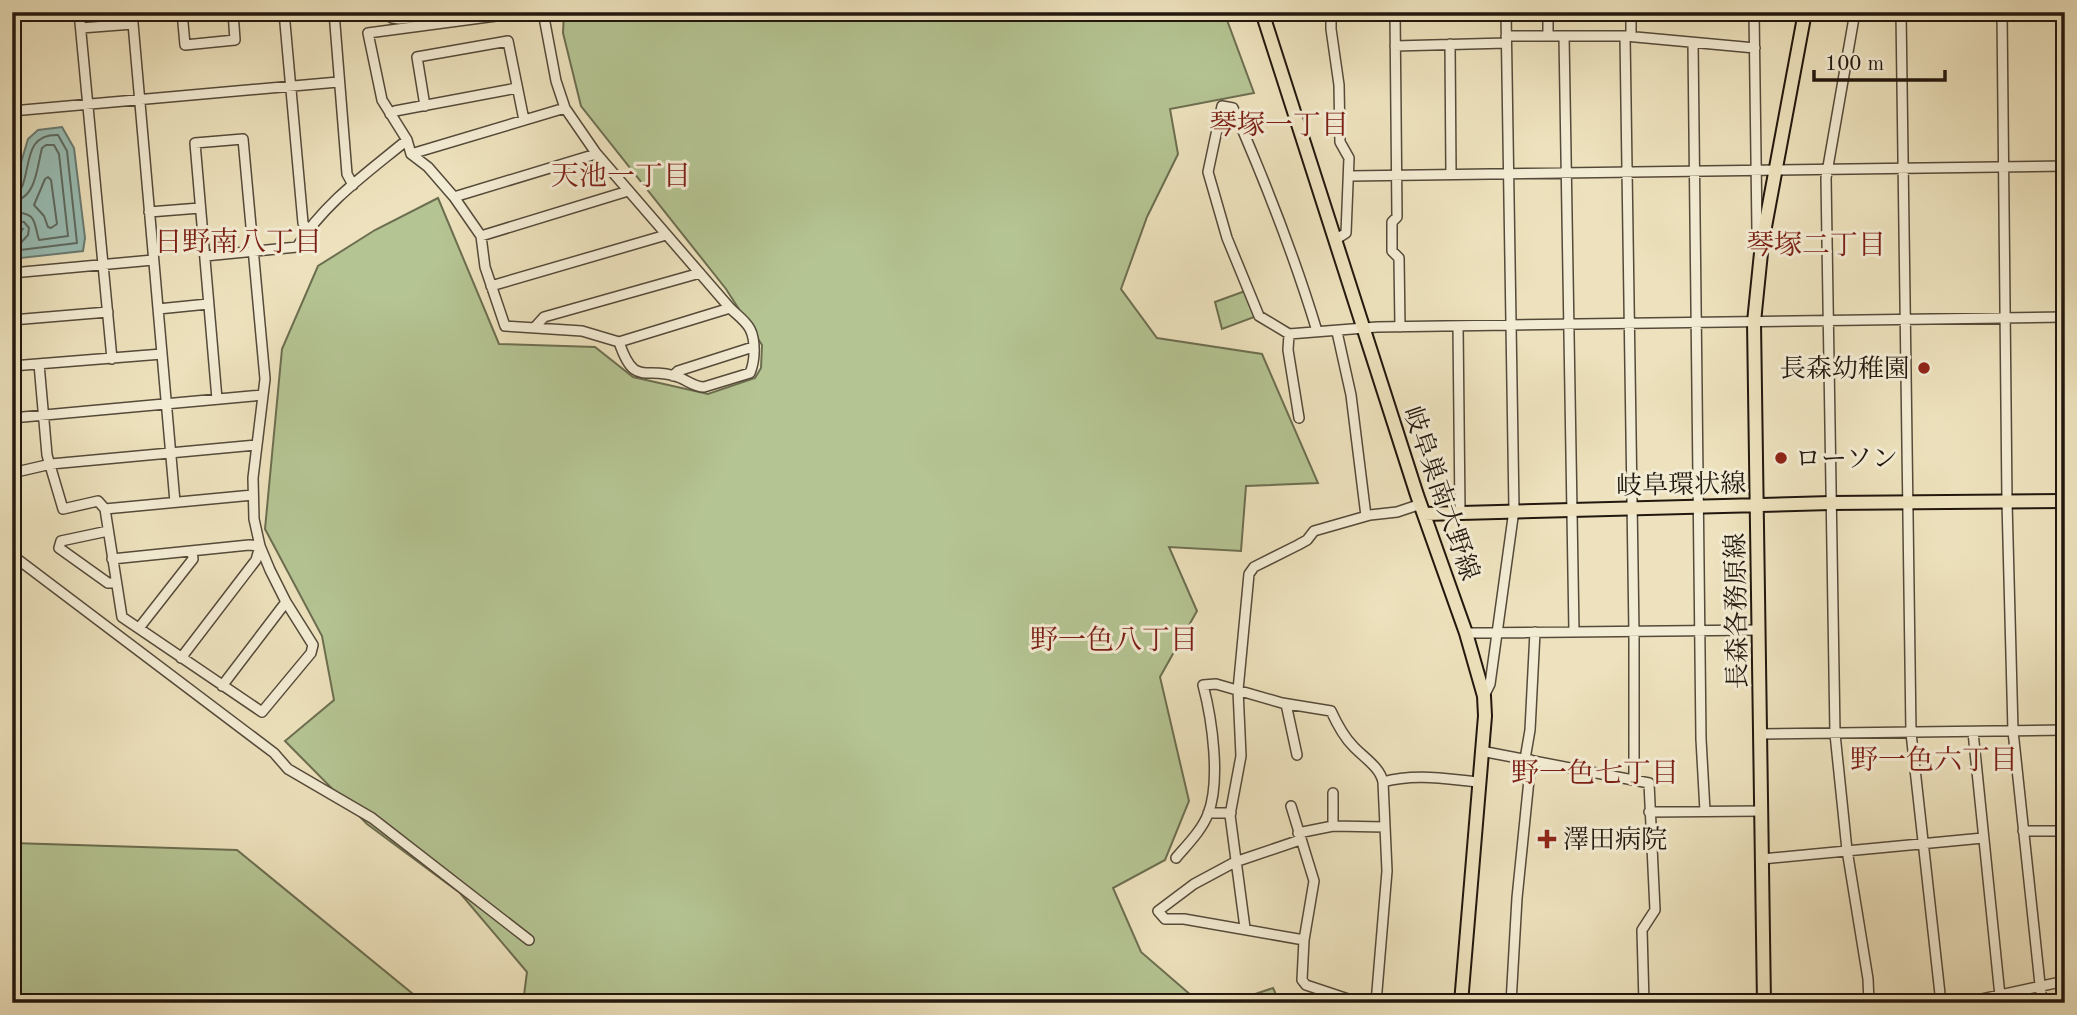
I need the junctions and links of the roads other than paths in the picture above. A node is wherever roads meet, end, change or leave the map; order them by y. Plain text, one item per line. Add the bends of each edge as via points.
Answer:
1 (13, 12) edge
2 (79, 12) edge
3 (132, 12) edge
4 (182, 12) edge
5 (233, 12) edge
6 (284, 12) edge
7 (334, 12) edge
8 (384, 12) edge
9 (499, 12) edge
10 (542, 12) edge
11 (1262, 12) edge
12 (1331, 12) edge
13 (1395, 12) edge
14 (1506, 12) edge
15 (1548, 12) edge
16 (1631, 12) edge
17 (1754, 12) edge
18 (1805, 12) edge
19 (1855, 12) edge
20 (1901, 12) edge
21 (2002, 12) edge
22 (399, 15) edge
23 (470, 15) edge
24 (434, 17) edge
25 (133, 24) junction
26 (82, 28) junction
27 (1548, 36) junction
28 (1564, 36) junction
29 (1628, 36) junction
30 (1506, 39) junction
31 (1693, 43) junction
32 (1450, 44) junction
33 (1395, 46) junction
34 (1755, 48) junction
35 (12, 64) edge
36 (338, 82) junction
37 (291, 86) junction
38 (517, 88) junction
39 (139, 100) junction
40 (88, 104) junction
41 (425, 106) junction
42 (565, 108) junction
43 (12, 111) edge
44 (390, 114) junction
45 (524, 120) junction
46 (407, 140) junction
47 (411, 154) junction
48 (596, 154) junction
49 (2004, 166) junction
50 (2065, 166) edge
51 (1903, 169) junction
52 (1756, 170) junction
53 (1777, 170) junction
54 (1828, 170) junction
55 (1695, 171) junction
56 (1627, 172) junction
57 (1509, 173) junction
58 (1566, 173) junction
59 (1451, 174) junction
60 (1396, 175) junction
61 (1350, 176) junction
62 (353, 185) junction
63 (628, 191) junction
64 (454, 197) junction
65 (200, 208) junction
66 (149, 212) junction
67 (308, 230) junction
68 (666, 235) junction
69 (481, 236) junction
70 (1335, 240) junction
71 (1762, 243) junction
72 (253, 251) junction
73 (205, 256) junction
74 (153, 260) junction
75 (103, 265) junction
76 (12, 273) edge
77 (700, 273) junction
78 (491, 286) junction
79 (208, 304) junction
80 (730, 308) junction
81 (158, 309) junction
82 (107, 312) junction
83 (2065, 317) edge
84 (2006, 318) junction
85 (12, 320) edge
86 (1906, 320) junction
87 (1829, 321) junction
88 (1754, 322) junction
89 (1628, 323) junction
90 (1697, 323) junction
91 (1569, 324) junction
92 (1511, 325) junction
93 (1458, 326) junction
94 (535, 327) junction
95 (1400, 327) junction
96 (1362, 328) junction
97 (1317, 331) junction
98 (1337, 332) junction
99 (1289, 334) junction
100 (619, 342) junction
101 (753, 347) junction
102 (162, 354) junction
103 (112, 359) junction
104 (39, 364) junction
105 (12, 366) edge
106 (673, 376) junction
107 (263, 395) junction
108 (217, 399) junction
109 (166, 404) junction
110 (43, 415) junction
111 (12, 418) edge
112 (1299, 418) dead end
113 (257, 445) junction
114 (170, 453) junction
115 (51, 464) junction
116 (12, 473) edge
117 (253, 495) junction
118 (2065, 501) edge
119 (175, 502) junction
120 (2007, 502) junction
121 (1831, 503) junction
122 (1908, 503) junction
123 (1757, 505) junction
124 (1698, 506) junction
125 (1632, 508) junction
126 (105, 509) junction
127 (1422, 509) junction
128 (1572, 509) junction
129 (1514, 510) junction
130 (1460, 512) junction
131 (1366, 516) junction
132 (108, 531) junction
133 (260, 546) junction
134 (192, 551) junction
135 (12, 555) edge
136 (112, 559) junction
137 (116, 583) junction
138 (286, 602) junction
139 (139, 628) junction
140 (1759, 630) junction
141 (1495, 632) junction
142 (1535, 632) junction
143 (1574, 632) junction
144 (1701, 632) junction
145 (1466, 633) junction
146 (1634, 633) junction
147 (181, 658) junction
148 (222, 686) junction
149 (1238, 690) junction
150 (1484, 696) junction
151 (1286, 704) junction
152 (2065, 730) edge
153 (2013, 731) junction
154 (1973, 732) junction
155 (1911, 733) junction
156 (1760, 734) junction
157 (1835, 734) junction
158 (1481, 751) junction
159 (1297, 755) dead end
160 (1528, 760) junction
161 (1634, 780) junction
162 (1383, 782) junction
163 (1478, 782) junction
164 (1333, 793) dead end
165 (1291, 806) dead end
166 (1705, 811) junction
167 (1761, 811) junction
168 (1649, 812) junction
169 (1209, 813) junction
170 (1231, 813) junction
171 (1333, 826) junction
172 (1385, 827) junction
173 (2023, 831) junction
174 (2065, 831) edge
175 (1299, 837) junction
176 (1983, 838) junction
177 (1923, 844) junction
178 (1847, 850) junction
179 (1176, 858) dead end
180 (1762, 859) junction
181 (1235, 862) junction
182 (1245, 928) junction
183 (529, 940) dead end
184 (1304, 940) junction
185 (2065, 981) edge
186 (2040, 988) junction
187 (2000, 996) junction
188 (1374, 1003) edge
189 (1461, 1003) edge
190 (1511, 1003) edge
191 (1644, 1003) edge
192 (1764, 1003) edge
193 (1869, 1003) edge
194 (1941, 1003) edge
195 (1963, 1003) edge
196 (2042, 1003) edge

1 - 35 street
2 - 26 street
3 - 25 street
4 - 5 street via 185,45 235,40
6 - 37 street
7 - 36 street
8 - 22 street via 392,18
9 - 23 street via 496,16
10 - 42 street
11 - 70 main road, 岐阜巣南大野線
12 - 61 street via 1340,142 1349,158
13 - 33 street
14 - 30 street
15 - 27 street
16 - 29 street
17 - 34 street
18 - 53 main road, 長森各務原線
19 - 54 street
20 - 51 street
21 - 49 street
22 - 24 street
23 - 24 street
24 - 44 street via 368,33 382,100
25 - 26 street
25 - 39 street
26 - 40 street
27 - 28 street
27 - 30 street
28 - 29 street
28 - 58 street
29 - 31 street
29 - 56 street
30 - 32 street
30 - 57 street
31 - 34 street
31 - 55 street
32 - 33 street
32 - 59 street
33 - 60 street
34 - 52 street
36 - 37 street
36 - 62 street via 347,174
37 - 39 street
37 - 67 street via 303,223
38 - 41 street
38 - 41 street via 508,41 417,57
38 - 45 street
39 - 40 street
39 - 66 street
40 - 43 street
40 - 75 street
41 - 44 street
42 - 45 street
42 - 48 street
44 - 46 street
45 - 47 street
46 - 47 street
46 - 62 street
47 - 64 street
48 - 63 street
48 - 64 street
49 - 50 street
49 - 51 street
49 - 84 street
51 - 54 street
51 - 86 street
52 - 53 street
52 - 55 street
52 - 71 street
53 - 54 street
53 - 71 main road, 長森各務原線
54 - 87 street
55 - 56 street
55 - 90 street
56 - 58 street
56 - 89 street
57 - 58 street
57 - 59 street
57 - 92 street
58 - 91 street
59 - 60 street
60 - 61 street
60 - 95 street via 1392,251 1399,258
61 - 70 street via 1346,233
62 - 67 street
63 - 68 street
63 - 69 street
64 - 69 street
65 - 66 street
65 - 72 street via 195,143 243,139
65 - 73 street
66 - 74 street
67 - 72 street via 297,247
68 - 77 street
68 - 78 street
69 - 78 street
70 - 96 main road, 岐阜巣南大野線
71 - 88 main road, 長森各務原線
72 - 73 street
72 - 107 street
73 - 79 street
74 - 75 street
74 - 81 street
75 - 76 street
75 - 82 street
77 - 80 street
77 - 94 street via 544,317
78 - 94 street via 505,326
79 - 81 street
79 - 108 street
80 - 100 street
80 - 101 street via 750,329
81 - 102 street
82 - 85 street
82 - 103 street
83 - 84 street
84 - 86 street
84 - 120 street
86 - 87 street
86 - 122 street
87 - 88 street
87 - 121 street
88 - 90 street
88 - 123 main road, 長森各務原線
89 - 90 street
89 - 91 street
89 - 125 street
90 - 124 street
91 - 92 street
91 - 128 street
92 - 93 street
92 - 129 street
93 - 95 street
93 - 130 street
94 - 100 street via 582,331
95 - 96 street
96 - 98 street
96 - 127 main road, 岐阜巣南大野線
97 - 98 street
97 - 99 street
97 - 99 street via 1299,271 1247,139 1233,108 1222,106 1208,172 1227,238 1259,316
98 - 131 street
99 - 112 street
100 - 106 street via 634,370
101 - 106 street via 678,370
101 - 106 street via 750,373 704,387
102 - 103 street
102 - 109 street
103 - 104 street
104 - 105 street
104 - 110 street
107 - 108 street
107 - 113 street
108 - 109 street
109 - 110 street
109 - 114 street
110 - 111 street
110 - 115 street
113 - 114 street
113 - 117 street
114 - 115 street
114 - 119 street
115 - 116 street
115 - 126 street via 63,509 98,501
117 - 119 street
117 - 133 street
118 - 120 main road, 岐阜環状線
119 - 126 street
120 - 122 main road, 岐阜環状線
120 - 153 street
121 - 122 main road, 岐阜環状線
121 - 123 main road, 岐阜環状線
121 - 157 street
122 - 155 street
123 - 124 main road, 岐阜環状線
123 - 140 main road, 長森各務原線
124 - 125 main road, 岐阜環状線
124 - 144 street
125 - 128 main road, 岐阜環状線
125 - 146 street
126 - 132 street
127 - 130 main road, 岐阜環状線
127 - 131 street
127 - 145 main road, 岐阜巣南大野線
128 - 129 main road, 岐阜環状線
128 - 143 street
129 - 130 main road, 岐阜環状線
129 - 141 street
131 - 149 street via 1314,531 1307,540 1249,574
132 - 136 street
132 - 137 street via 61,541 59,548 108,583
133 - 134 street
133 - 138 street
133 - 147 street via 256,560
134 - 136 street
134 - 139 street via 193,559
135 - 183 street via 274,753 288,769 372,818
136 - 137 street
137 - 139 street via 122,617
138 - 148 street
138 - 148 street via 313,645 311,653 262,712
139 - 147 street
140 - 144 street
140 - 156 main road, 長森各務原線
141 - 142 street
141 - 145 street
141 - 150 street via 1490,684
142 - 143 street
142 - 160 street
143 - 146 street
144 - 146 street
144 - 166 street
145 - 150 main road, 岐阜巣南大野線
146 - 161 street
147 - 148 street
149 - 151 street
149 - 169 street via 1203,685 1214,748
149 - 170 street via 1241,756
150 - 158 main road, 岐阜巣南大野線
151 - 159 street
151 - 162 street via 1331,711 1337,726 1381,774
152 - 153 street
153 - 154 street
153 - 173 street
154 - 155 street
154 - 176 street
155 - 157 street
155 - 177 street
156 - 157 street
156 - 167 main road, 長森各務原線
157 - 178 street
158 - 160 street
158 - 163 main road, 岐阜巣南大野線
160 - 161 street
160 - 190 street
161 - 168 street via 1648,783
162 - 163 street via 1416,775
162 - 172 street
163 - 189 main road, 岐阜巣南大野線
164 - 171 street
165 - 175 street
166 - 167 street
166 - 168 street
167 - 180 main road, 長森各務原線
168 - 191 street via 1655,910 1642,930
169 - 170 street
169 - 179 street
170 - 181 street
171 - 172 street
171 - 175 street
172 - 188 street via 1387,871
173 - 174 street
173 - 186 street
175 - 181 street
175 - 184 street via 1314,881
176 - 177 street
176 - 187 street
177 - 178 street
177 - 194 street
178 - 180 street
178 - 193 street
180 - 192 main road, 長森各務原線
181 - 182 street
181 - 182 street via 1158,911 1165,919
182 - 184 street
184 - 188 street via 1302,980 1306,985
185 - 186 street
186 - 187 street
186 - 196 street
187 - 195 street

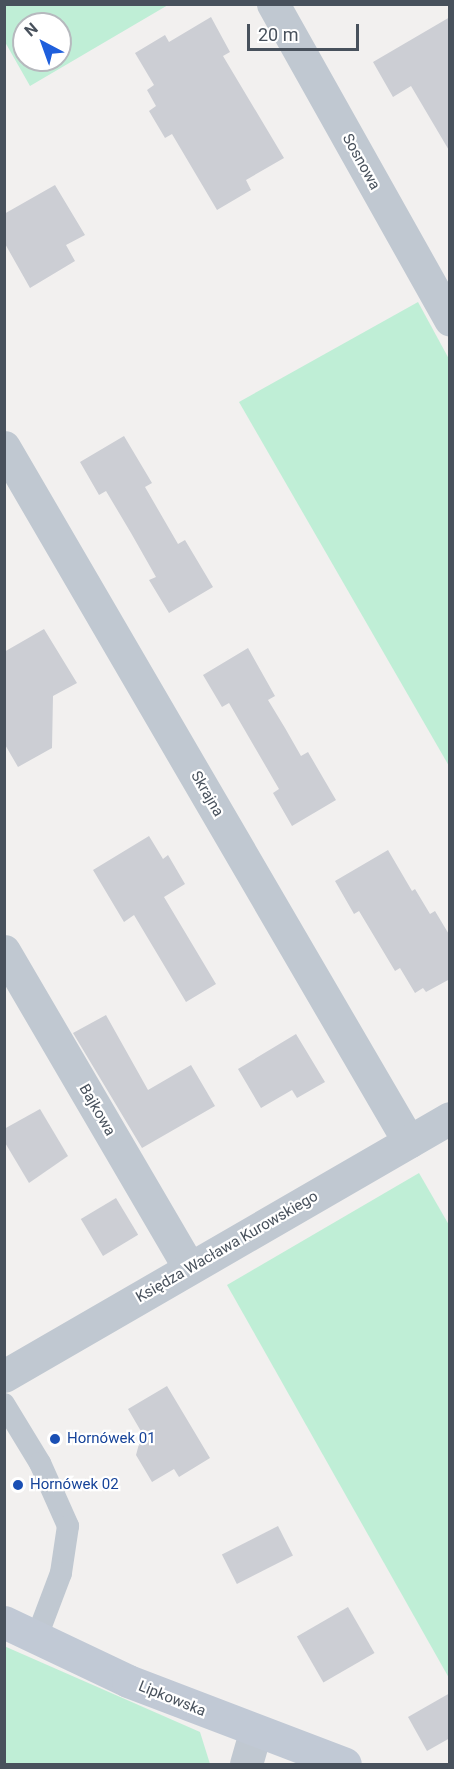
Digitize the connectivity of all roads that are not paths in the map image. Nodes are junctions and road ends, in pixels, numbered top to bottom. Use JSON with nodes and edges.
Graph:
{"nodes":[{"id":1,"x":273,"y":4,"type":"edge"},
{"id":2,"x":450,"y":320,"type":"edge"},
{"id":3,"x":4,"y":447,"type":"edge"},
{"id":4,"x":4,"y":951,"type":"edge"},
{"id":5,"x":450,"y":1118,"type":"edge"},
{"id":6,"x":408,"y":1142,"type":"junction"},
{"id":7,"x":189,"y":1268,"type":"junction"},
{"id":8,"x":4,"y":1376,"type":"edge"},
{"id":9,"x":4,"y":1404,"type":"edge"},
{"id":10,"x":4,"y":1622,"type":"edge"},
{"id":11,"x":36,"y":1639,"type":"junction"},
{"id":12,"x":255,"y":1732,"type":"junction"},
{"id":13,"x":246,"y":1764,"type":"edge"},
{"id":14,"x":345,"y":1764,"type":"edge"}],
"edges":[{"from":1,"to":2,"type":"street","name":"Sosnowa"},
{"from":3,"to":6,"type":"street","name":"Skrajna"},
{"from":4,"to":7,"type":"street","name":"Bajkowa"},
{"from":5,"to":6,"type":"street","name":"Księdza Wacława Kurowskiego"},
{"from":6,"to":7,"type":"street","name":"Księdza Wacława Kurowskiego"},
{"from":7,"to":8,"type":"street","name":"Księdza Wacława Kurowskiego"},
{"from":9,"to":11,"type":"lane"},
{"from":10,"to":11,"type":"street","name":"Lipkowska"},
{"from":11,"to":12,"type":"street","name":"Lipkowska"},
{"from":12,"to":13,"type":"street"},
{"from":12,"to":14,"type":"street","name":"Lipkowska"}]}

__Work required__:
Return each line from the records that includes the word "Wacława".

__Answer section__:
{"from":5,"to":6,"type":"street","name":"Księdza Wacława Kurowskiego"},
{"from":6,"to":7,"type":"street","name":"Księdza Wacława Kurowskiego"},
{"from":7,"to":8,"type":"street","name":"Księdza Wacława Kurowskiego"},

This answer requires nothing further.